Es ist Erntedank, sagt die Kalender-App, und sie wird es immerhin wissen. Ich verbinde wenig mit dem Datum, es hat keine Tradition in meiner Familie, weder in meiner Kindheit noch in der der Söhne. Ich lese routinemäßig und stets bemüht weiterbildungswillig etwas zum Fest nach und sehe, dass die beiden großen christlichen Kirchen den Feiertag nicht immer am gleichen Tag begehen. Da ist eine Woche Abstand, das habe ich nicht gewusst. In diesem Jahr feiern sie beide heute, Terminzauberei.

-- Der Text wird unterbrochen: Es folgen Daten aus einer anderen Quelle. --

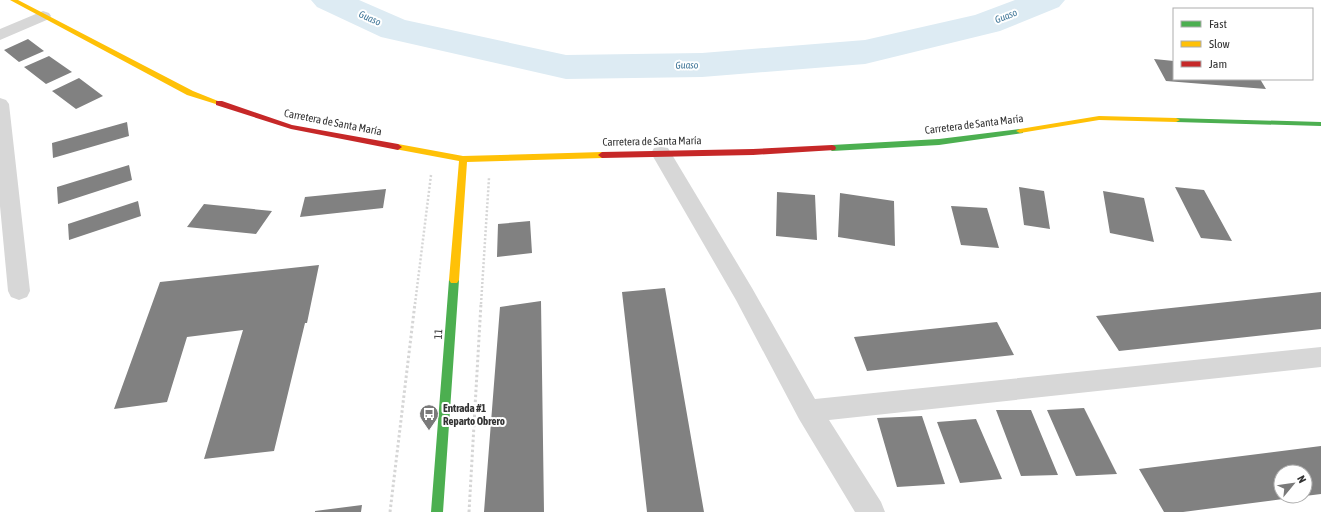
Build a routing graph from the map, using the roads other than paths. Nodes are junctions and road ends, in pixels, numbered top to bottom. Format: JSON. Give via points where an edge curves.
{"nodes":[{"id":1,"x":13,"y":0,"type":"edge"},
{"id":2,"x":43,"y":16,"type":"junction"},
{"id":3,"x":0,"y":35,"type":"edge"},
{"id":4,"x":0,"y":104,"type":"edge"},
{"id":5,"x":1321,"y":124,"type":"edge"},
{"id":6,"x":661,"y":153,"type":"junction"},
{"id":7,"x":463,"y":158,"type":"junction"},
{"id":8,"x":19,"y":291,"type":"dead end"},
{"id":9,"x":1321,"y":357,"type":"edge"},
{"id":10,"x":808,"y":412,"type":"junction"},
{"id":11,"x":437,"y":512,"type":"edge"},
{"id":12,"x":871,"y":512,"type":"edge"}],
"edges":[{"from":1,"to":2,"type":"street","name":"Carretera de Santa María"},
{"from":2,"to":3,"type":"street"},
{"from":2,"to":7,"type":"street","name":"Carretera de Santa María","via":[[190,93],[291,127]]},
{"from":4,"to":8,"type":"street"},
{"from":5,"to":6,"type":"street","name":"Carretera de Santa María","via":[[1099,118],[939,142],[754,152]]},
{"from":6,"to":7,"type":"street","name":"Carretera de Santa María"},
{"from":6,"to":10,"type":"street","via":[[744,294]]},
{"from":7,"to":11,"type":"street","name":"11"},
{"from":9,"to":10,"type":"street"},
{"from":10,"to":12,"type":"street"}]}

An den freien Tagen auf dem Land ist mir kein Hinweis auf Erntedank aufgefallen, nirgendwo, und ich bin mir nicht sicher, ob das früher nicht anders war. Wobei dieses Früher nicht allzu lange her ist. Aber wie immer – je länger ich darüber nachdenke, desto unsicherer werde ich. Wer kann schon seinen Erinnerungen trauen.
Für die Ernte im eigenen Garten, ich notierte es bereits, können wir uns schnell und wie nebenbei bedanken, es gab fast nichts. Das kann man als Gärtnerin so abtun und auf bessere Jahre hoffen. Auf wieder ertragreichere Sommer mit etwas mehr als drei Heidelbeeren, mit vielleicht wenigstens einem Kürbis und nach Möglichkeit ohne sterbende Obstbäume.
Da ist im weiteren Herbstverlauf noch etwas zu ersetzen, fällt mir dabei ein. „Pflichtgemäß Pflaume pflanzen“ muss ich in den Kalender mit den To-Dos übertragen.
Am Sonnabendmorgen fuhr ich auf dem Dorf in Nordostwestfalen mit dem Auto zum Brötchenholen. Zu Fuß wäre ich stundenlang unterwegs gewesen, die Option fiel also flach, selbst für einigermaßen leidenschaftliche Fußgänger wie mich. Ich fuhr los, sobald der Laden aufmachte, im Nebel ruhte da noch die Welt. Und diese halbe Stunde, in der ich da unterwegs war … ich weiß nicht recht, ob ich überhaupt schon einmal durch weißes, wolkiges Wabern derart wenig Sicht hatte. Es war beeindruckend, und es war auch etwas erleichternd, dass mir kaum anderen Autos oder größere Wildtiere begegneten.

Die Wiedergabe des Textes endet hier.